LJ Reviews 2017 May #1

Expanding an eye-opening Harper's cover story showing that many Americans can no longer afford to quit work during the so-called golden years, Bruder introduces us to an intrepid bunch that take to their RVs to become migrant laborers, or "workampers."

Copyright 2017 Library Journal.

LJ Reviews 2017 July #1

What do you do when your mortgage is underwater, when a divorce or medical catastrophe depletes your savings, or when your anticipated retirement becomes financially impossible? A growing number of Americans address these crushing challenges by taking to the road, with an RV, van, or even a small car as their permanent home. Journalist Bruder joined these contemporary nomads, known as van-dwellers or "workampers." She closely follows Linda, in her mid-60s and traveling between jobs at an Amazon warehouse and a park campground. Linda and her growing "vanily" (van-dweller family) run the gamut of ages and backstories, though there is a preponderance of older people who are unable to retire and work physically strenuous, low-wage jobs to get by.

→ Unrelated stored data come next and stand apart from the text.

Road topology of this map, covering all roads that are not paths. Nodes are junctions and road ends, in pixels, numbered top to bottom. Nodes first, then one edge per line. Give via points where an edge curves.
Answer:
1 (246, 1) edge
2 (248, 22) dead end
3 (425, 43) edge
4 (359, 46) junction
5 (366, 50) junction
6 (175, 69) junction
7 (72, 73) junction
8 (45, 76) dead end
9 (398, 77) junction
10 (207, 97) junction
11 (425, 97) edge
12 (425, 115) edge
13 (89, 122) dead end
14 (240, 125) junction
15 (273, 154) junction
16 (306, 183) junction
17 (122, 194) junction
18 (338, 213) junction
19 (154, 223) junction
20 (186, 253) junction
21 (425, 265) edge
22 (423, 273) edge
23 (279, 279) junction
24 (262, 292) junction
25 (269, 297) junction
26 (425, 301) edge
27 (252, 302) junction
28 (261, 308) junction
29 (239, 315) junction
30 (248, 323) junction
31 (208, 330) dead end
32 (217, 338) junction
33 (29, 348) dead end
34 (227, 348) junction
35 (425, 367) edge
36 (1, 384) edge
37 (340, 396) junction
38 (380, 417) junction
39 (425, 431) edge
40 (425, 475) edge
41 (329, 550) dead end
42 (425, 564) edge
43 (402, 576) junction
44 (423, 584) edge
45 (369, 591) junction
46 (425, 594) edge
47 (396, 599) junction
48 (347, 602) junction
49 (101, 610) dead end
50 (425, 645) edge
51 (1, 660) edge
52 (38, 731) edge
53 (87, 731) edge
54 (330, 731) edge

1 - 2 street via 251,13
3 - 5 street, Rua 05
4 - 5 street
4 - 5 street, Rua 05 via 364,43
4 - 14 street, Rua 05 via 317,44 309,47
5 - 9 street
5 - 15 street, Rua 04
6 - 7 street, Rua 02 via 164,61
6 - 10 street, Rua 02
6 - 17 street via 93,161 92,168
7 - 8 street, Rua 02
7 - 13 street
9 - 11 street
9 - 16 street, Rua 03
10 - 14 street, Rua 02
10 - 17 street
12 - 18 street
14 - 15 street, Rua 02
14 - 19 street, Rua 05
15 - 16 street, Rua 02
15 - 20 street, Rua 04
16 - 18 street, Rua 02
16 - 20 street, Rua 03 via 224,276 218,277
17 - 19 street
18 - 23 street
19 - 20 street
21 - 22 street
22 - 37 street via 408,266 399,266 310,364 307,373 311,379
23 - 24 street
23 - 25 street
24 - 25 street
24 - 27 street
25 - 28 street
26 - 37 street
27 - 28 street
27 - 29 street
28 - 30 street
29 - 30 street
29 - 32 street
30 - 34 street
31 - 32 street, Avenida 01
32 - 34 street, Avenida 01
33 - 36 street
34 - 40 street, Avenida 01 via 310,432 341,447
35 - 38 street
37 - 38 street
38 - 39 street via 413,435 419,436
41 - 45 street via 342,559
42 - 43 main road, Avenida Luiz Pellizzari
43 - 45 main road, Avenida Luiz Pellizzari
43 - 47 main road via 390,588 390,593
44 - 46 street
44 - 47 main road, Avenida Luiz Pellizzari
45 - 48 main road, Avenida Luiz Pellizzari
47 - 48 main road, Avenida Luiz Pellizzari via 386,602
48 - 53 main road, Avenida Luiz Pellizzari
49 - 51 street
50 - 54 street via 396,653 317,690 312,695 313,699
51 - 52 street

Bruder touches on the deep social stigma of homelessness (van-dwellers fiercely reject that description), the surprisingly short history of the concept of retirement, the rarity of van-dwellers of color, and strategies for docking in plain sight in urban areas and finding a safe haven in rural areas. The people she meets exhibit pride, grit, resourcefulness, resilience, and, profoundly, the elation of freedom mingled with the terror of being one mechanical breakdown away from ruin. VERDICT A must-read that is simultaneously hopeless and uplifting and certainly unforgettable.—Janet Ingraham Dwyer, State Lib. of Ohio, Columbus

Copyright 2017 Library Journal.

PW Reviews 2017 May #5

Journalist Bruder (Burning Book) expands on an article originally published in Harper's where she examined the phenomenon of aging Americans adjusting to an economic climate in which they can't afford to retire. Many among them have discarded "stick and brick" traditional homes for "wheel estate" in the form of converted vans and RVs and have formed a nomadic culture of "workampers," evoking the desperate resourcefulness of those who lived through the Great Depression. Bruder follows her subjects as they harvest sugar beets, work at Amazon fulfillment centers during the holidays, and act as campground hosts. She conducts extensive interviews, attends the workampers' gatherings, and tests out survival tips, to the point where she makes "houselessness"—a lifestyle born out of necessity and compromise—seem like a new form of freedom, with its own kind of appeal. Of course, she also addresses the often-crushing financial and social circumstances in which these people live, and pointedly touches on the racial considerations that make this nomadic lifestyle a predominantly white trend. Tracing individuals throughout their journeys from coast to coast, Bruder conveys the phenomenon's human element, making this sociological study intimate, personal, and entertaining, even as the author critiques the economic factors behind the trend. Agent: Joy Harris, Joy Harris Literary Agency. (Sept.)